__WHAT THIS TASK INVOLVES__: Where does the word "Nelson" appear in the entries below? Copy each line that holds it.

(Beginning of RAW DATA)

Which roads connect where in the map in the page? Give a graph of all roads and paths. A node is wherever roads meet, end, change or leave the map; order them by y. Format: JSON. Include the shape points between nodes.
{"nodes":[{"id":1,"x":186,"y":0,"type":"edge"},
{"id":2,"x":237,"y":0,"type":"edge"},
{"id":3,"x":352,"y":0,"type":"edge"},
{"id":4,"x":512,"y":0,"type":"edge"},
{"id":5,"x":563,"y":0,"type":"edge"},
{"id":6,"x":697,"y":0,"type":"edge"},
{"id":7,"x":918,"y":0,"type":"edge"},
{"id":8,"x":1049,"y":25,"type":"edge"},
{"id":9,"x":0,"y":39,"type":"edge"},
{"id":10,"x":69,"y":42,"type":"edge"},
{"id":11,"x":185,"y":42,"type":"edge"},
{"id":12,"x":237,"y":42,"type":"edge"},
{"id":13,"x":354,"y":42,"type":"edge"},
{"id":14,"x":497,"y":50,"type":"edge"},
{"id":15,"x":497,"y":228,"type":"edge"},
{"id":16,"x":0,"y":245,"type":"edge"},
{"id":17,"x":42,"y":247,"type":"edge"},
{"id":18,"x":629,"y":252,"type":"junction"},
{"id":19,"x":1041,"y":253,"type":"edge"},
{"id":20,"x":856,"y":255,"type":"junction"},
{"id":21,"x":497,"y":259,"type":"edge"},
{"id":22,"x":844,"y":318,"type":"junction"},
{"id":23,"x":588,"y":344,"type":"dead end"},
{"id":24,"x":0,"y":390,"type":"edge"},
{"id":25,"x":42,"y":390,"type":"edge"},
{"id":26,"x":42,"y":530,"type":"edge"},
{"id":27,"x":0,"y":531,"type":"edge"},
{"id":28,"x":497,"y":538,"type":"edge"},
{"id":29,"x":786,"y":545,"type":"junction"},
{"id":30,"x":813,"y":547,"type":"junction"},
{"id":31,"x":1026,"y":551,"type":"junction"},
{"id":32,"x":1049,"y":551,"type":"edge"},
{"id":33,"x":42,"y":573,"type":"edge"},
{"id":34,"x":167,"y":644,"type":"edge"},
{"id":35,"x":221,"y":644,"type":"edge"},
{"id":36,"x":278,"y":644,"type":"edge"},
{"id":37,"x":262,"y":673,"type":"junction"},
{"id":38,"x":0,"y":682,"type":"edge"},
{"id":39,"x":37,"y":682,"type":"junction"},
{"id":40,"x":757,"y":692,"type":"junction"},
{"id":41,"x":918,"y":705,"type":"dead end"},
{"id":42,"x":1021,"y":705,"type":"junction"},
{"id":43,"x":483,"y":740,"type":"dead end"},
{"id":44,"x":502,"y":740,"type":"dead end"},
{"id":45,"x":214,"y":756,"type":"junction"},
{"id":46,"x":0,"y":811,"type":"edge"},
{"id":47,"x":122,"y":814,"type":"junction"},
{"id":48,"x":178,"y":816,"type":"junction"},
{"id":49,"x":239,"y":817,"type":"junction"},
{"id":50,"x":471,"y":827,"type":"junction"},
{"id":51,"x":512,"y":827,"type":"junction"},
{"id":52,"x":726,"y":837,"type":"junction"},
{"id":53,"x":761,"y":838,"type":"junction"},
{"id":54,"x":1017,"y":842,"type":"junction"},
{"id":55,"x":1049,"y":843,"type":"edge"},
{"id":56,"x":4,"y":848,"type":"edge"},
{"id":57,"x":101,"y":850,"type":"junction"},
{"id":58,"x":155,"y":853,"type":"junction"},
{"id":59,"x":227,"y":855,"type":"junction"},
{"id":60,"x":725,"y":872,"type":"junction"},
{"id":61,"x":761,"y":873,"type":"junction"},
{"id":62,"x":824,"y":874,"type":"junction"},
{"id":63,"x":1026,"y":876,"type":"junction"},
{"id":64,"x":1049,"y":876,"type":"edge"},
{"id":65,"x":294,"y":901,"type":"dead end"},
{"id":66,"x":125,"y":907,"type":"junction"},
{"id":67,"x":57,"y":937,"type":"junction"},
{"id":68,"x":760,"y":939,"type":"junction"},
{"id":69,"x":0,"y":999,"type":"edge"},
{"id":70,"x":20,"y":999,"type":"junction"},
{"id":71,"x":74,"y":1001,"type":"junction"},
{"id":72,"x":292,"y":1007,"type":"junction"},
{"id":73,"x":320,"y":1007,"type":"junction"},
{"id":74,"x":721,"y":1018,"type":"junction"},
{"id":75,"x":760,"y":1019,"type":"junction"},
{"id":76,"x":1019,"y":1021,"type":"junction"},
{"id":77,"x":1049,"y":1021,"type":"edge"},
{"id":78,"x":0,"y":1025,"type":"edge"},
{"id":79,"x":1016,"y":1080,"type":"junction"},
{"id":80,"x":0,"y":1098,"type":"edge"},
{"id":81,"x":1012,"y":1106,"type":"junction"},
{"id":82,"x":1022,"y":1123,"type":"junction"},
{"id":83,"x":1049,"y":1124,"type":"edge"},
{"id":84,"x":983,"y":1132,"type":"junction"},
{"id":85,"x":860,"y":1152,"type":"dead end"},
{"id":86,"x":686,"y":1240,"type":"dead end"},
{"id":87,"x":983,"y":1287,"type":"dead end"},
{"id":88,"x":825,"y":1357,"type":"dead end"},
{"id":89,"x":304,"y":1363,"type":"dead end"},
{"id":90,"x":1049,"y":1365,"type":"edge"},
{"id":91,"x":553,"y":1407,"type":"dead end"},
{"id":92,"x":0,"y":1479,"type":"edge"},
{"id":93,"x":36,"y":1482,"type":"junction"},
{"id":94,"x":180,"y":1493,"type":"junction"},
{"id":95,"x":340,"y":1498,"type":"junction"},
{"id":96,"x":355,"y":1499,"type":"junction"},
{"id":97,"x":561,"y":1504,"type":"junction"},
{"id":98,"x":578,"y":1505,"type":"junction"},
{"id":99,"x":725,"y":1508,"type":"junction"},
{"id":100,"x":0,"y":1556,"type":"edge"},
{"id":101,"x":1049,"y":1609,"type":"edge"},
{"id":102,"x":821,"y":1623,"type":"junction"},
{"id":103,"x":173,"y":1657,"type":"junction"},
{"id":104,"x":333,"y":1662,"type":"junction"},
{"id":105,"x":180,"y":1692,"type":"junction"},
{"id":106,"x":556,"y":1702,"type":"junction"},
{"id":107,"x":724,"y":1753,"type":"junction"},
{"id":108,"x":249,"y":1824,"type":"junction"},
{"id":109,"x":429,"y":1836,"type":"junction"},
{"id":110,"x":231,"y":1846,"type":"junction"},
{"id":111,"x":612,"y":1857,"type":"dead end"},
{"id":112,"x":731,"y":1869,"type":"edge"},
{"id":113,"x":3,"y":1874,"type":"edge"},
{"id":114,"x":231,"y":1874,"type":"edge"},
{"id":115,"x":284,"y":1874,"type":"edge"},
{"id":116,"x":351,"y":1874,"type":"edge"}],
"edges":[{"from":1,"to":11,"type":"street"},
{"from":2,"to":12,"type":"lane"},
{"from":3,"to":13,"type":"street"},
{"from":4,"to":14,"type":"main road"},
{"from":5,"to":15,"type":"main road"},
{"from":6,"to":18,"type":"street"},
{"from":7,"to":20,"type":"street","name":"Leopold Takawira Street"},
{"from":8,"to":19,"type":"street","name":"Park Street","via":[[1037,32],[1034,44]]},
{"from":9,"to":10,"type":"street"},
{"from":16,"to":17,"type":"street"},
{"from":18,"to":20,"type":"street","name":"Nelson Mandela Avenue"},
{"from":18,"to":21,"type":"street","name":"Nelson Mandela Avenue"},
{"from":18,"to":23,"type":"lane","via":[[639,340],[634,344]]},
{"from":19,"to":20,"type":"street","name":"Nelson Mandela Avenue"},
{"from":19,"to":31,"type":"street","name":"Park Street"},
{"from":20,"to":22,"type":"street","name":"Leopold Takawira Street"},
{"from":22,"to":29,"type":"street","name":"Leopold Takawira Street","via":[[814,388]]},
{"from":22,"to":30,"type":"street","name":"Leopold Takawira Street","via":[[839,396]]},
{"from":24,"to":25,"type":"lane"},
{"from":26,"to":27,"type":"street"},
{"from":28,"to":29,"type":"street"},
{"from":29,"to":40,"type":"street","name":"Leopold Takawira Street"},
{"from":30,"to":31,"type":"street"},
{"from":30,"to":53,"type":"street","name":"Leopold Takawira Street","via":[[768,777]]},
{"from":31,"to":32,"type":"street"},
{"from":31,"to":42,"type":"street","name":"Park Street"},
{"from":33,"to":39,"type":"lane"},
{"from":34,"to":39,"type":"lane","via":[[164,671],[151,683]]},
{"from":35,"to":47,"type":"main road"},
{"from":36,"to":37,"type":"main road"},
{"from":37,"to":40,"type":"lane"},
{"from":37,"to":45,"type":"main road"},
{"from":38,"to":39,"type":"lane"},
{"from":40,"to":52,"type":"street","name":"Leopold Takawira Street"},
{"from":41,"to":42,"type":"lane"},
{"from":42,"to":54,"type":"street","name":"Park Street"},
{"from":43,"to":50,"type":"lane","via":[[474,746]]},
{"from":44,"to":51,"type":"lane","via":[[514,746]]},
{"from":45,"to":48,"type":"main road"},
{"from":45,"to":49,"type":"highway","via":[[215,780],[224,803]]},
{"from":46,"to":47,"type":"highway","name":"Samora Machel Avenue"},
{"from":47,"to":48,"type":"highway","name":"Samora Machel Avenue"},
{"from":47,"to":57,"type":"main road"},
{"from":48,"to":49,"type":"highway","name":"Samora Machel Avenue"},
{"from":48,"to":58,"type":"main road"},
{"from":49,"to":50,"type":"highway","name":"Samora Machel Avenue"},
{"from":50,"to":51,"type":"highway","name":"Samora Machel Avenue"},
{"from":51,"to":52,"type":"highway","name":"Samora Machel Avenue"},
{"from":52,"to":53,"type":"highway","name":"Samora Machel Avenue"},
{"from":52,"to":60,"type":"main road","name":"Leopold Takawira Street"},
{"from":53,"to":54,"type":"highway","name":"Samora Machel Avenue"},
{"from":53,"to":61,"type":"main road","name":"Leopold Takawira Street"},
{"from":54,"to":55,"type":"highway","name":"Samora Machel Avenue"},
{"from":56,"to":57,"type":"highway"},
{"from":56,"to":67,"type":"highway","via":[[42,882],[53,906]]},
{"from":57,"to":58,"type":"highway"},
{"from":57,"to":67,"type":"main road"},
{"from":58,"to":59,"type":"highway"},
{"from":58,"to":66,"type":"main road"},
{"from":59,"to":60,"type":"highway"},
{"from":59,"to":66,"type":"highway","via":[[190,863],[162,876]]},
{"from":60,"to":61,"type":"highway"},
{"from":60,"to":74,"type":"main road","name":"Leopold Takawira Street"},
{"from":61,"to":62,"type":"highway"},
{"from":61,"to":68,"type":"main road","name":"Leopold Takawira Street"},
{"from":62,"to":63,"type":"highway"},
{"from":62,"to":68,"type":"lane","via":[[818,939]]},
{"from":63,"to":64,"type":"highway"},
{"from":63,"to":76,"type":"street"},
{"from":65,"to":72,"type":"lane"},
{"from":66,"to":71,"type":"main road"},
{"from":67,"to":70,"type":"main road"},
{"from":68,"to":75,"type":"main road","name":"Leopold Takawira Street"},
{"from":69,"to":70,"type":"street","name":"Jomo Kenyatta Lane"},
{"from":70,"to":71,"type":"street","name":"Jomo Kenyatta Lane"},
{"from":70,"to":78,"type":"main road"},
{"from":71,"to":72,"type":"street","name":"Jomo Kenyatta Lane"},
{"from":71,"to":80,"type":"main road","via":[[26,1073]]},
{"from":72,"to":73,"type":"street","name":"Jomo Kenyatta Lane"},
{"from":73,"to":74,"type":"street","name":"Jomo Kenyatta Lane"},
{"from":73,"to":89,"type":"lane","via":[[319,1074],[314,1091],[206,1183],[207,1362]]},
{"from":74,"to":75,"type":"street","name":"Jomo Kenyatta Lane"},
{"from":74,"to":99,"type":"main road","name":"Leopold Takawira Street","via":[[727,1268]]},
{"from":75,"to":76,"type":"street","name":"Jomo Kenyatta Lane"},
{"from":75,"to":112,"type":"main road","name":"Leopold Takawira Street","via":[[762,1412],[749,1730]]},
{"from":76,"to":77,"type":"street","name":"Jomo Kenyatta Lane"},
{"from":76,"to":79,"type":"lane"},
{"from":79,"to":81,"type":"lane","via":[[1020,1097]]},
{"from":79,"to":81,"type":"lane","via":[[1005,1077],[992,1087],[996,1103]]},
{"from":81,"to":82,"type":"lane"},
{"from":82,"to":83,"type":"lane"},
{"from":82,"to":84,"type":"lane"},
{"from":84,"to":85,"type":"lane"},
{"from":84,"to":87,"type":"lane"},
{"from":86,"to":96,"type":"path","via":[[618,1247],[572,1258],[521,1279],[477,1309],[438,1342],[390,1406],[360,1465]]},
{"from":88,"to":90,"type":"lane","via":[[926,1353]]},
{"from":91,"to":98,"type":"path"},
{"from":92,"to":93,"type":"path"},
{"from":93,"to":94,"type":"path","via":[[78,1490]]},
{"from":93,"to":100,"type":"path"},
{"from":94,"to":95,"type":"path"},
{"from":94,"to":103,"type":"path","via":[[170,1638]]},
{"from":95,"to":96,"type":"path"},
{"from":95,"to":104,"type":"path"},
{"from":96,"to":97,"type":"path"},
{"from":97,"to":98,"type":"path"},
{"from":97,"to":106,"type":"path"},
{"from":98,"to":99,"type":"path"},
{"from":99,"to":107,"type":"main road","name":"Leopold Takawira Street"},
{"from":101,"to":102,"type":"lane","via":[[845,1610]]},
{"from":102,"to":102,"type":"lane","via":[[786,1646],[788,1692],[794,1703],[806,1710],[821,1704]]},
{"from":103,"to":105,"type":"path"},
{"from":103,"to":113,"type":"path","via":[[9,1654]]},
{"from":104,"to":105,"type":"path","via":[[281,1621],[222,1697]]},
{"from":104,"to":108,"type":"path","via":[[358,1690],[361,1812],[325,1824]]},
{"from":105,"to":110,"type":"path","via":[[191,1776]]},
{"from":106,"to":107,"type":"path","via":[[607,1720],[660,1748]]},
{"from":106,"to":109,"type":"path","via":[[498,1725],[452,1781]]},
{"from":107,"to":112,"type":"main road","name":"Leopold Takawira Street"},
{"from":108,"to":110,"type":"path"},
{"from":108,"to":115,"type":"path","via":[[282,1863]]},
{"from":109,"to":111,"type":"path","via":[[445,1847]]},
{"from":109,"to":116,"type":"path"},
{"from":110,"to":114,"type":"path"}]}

(End of RAW DATA)

__ANSWER SECTION__:
{"from":18,"to":20,"type":"street","name":"Nelson Mandela Avenue"},
{"from":18,"to":21,"type":"street","name":"Nelson Mandela Avenue"},
{"from":19,"to":20,"type":"street","name":"Nelson Mandela Avenue"},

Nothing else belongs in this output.